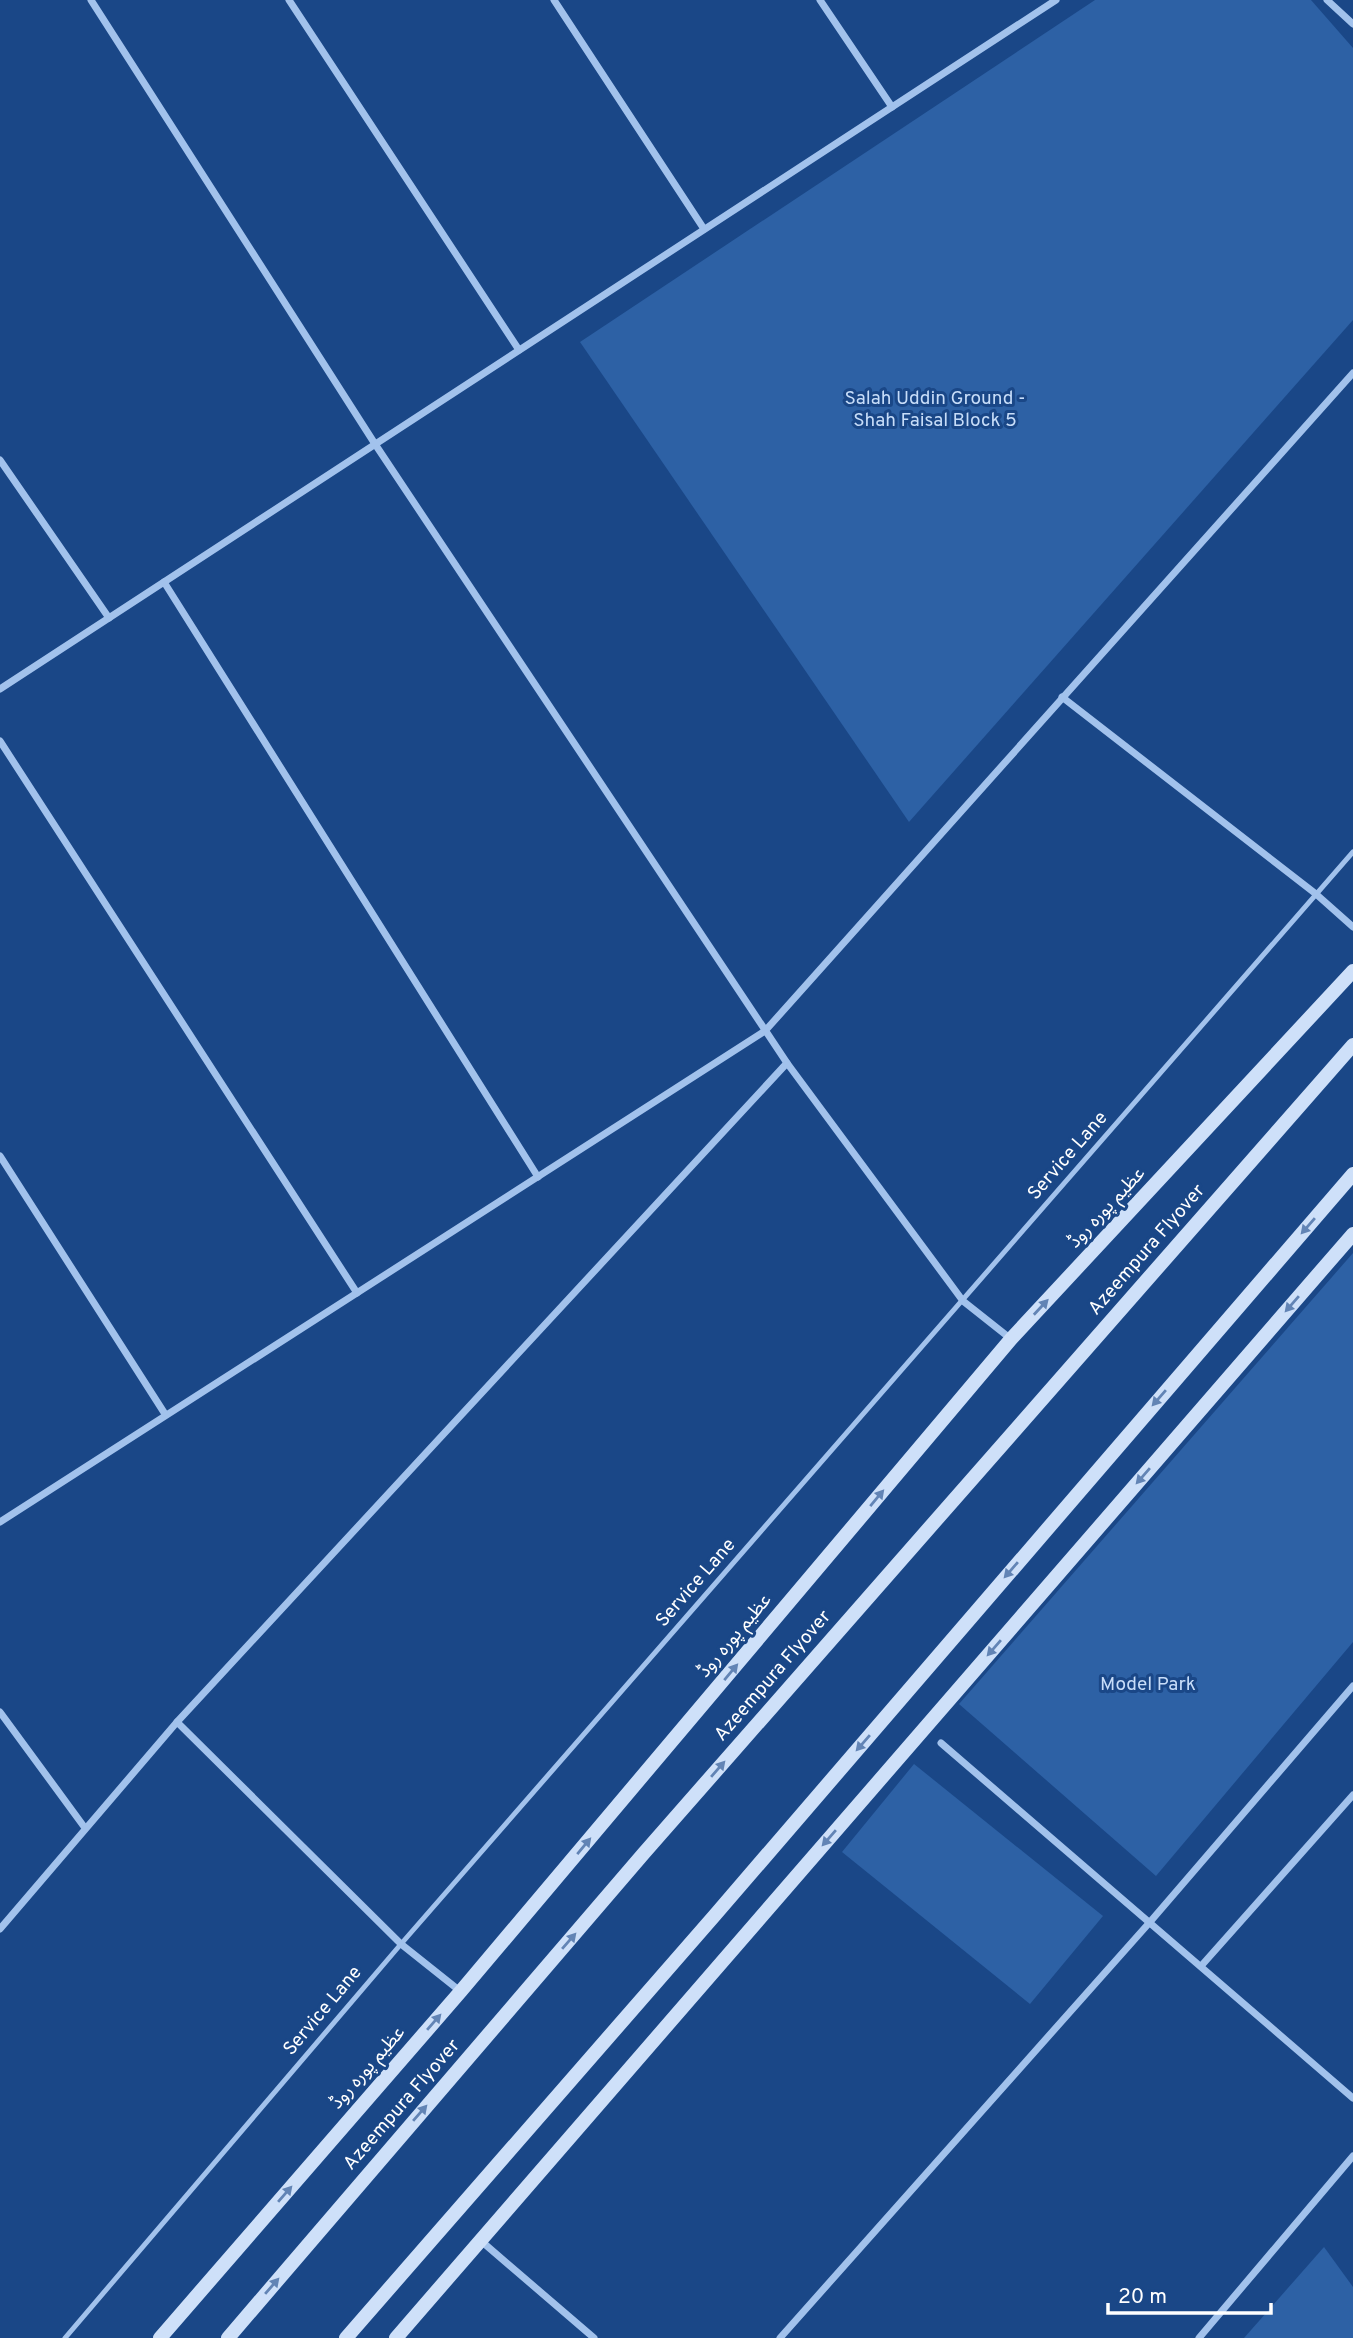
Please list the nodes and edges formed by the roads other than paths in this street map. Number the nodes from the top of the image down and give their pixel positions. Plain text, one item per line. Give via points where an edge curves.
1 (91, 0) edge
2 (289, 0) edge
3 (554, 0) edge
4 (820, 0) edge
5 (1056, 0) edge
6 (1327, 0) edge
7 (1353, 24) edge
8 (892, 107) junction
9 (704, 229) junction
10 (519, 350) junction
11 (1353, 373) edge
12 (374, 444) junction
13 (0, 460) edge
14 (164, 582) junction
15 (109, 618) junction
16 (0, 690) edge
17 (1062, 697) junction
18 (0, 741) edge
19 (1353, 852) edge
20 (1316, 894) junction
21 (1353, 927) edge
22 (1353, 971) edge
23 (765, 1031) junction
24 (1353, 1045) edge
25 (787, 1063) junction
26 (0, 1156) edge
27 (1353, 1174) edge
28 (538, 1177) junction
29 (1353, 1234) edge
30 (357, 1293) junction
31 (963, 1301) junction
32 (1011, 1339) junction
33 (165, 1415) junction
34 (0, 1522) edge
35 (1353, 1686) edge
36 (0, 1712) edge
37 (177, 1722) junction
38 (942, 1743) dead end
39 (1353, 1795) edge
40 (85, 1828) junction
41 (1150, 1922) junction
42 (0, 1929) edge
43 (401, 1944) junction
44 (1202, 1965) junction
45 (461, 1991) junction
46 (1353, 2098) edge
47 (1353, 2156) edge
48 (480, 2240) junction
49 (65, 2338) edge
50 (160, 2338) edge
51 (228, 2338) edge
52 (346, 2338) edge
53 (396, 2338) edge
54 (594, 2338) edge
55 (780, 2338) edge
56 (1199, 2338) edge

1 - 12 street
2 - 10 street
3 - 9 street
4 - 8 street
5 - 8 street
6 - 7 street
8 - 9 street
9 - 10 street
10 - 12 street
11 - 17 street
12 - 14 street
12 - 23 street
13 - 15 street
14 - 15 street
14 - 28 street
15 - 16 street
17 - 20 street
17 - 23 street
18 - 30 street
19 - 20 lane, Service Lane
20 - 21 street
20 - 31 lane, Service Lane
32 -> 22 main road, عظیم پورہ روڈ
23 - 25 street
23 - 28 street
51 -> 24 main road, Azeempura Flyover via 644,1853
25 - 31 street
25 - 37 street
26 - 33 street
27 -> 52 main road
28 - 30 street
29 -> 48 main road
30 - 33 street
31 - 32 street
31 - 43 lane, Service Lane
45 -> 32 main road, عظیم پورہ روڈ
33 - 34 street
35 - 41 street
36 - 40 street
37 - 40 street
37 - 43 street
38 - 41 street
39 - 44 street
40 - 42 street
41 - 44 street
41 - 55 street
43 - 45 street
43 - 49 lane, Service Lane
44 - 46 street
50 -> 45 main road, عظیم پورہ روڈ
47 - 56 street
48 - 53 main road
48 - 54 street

*Exercise objective*
Copy out each line of the material that holds the word "Service".

*Reply*
19 - 20 lane, Service Lane
20 - 31 lane, Service Lane
31 - 43 lane, Service Lane
43 - 49 lane, Service Lane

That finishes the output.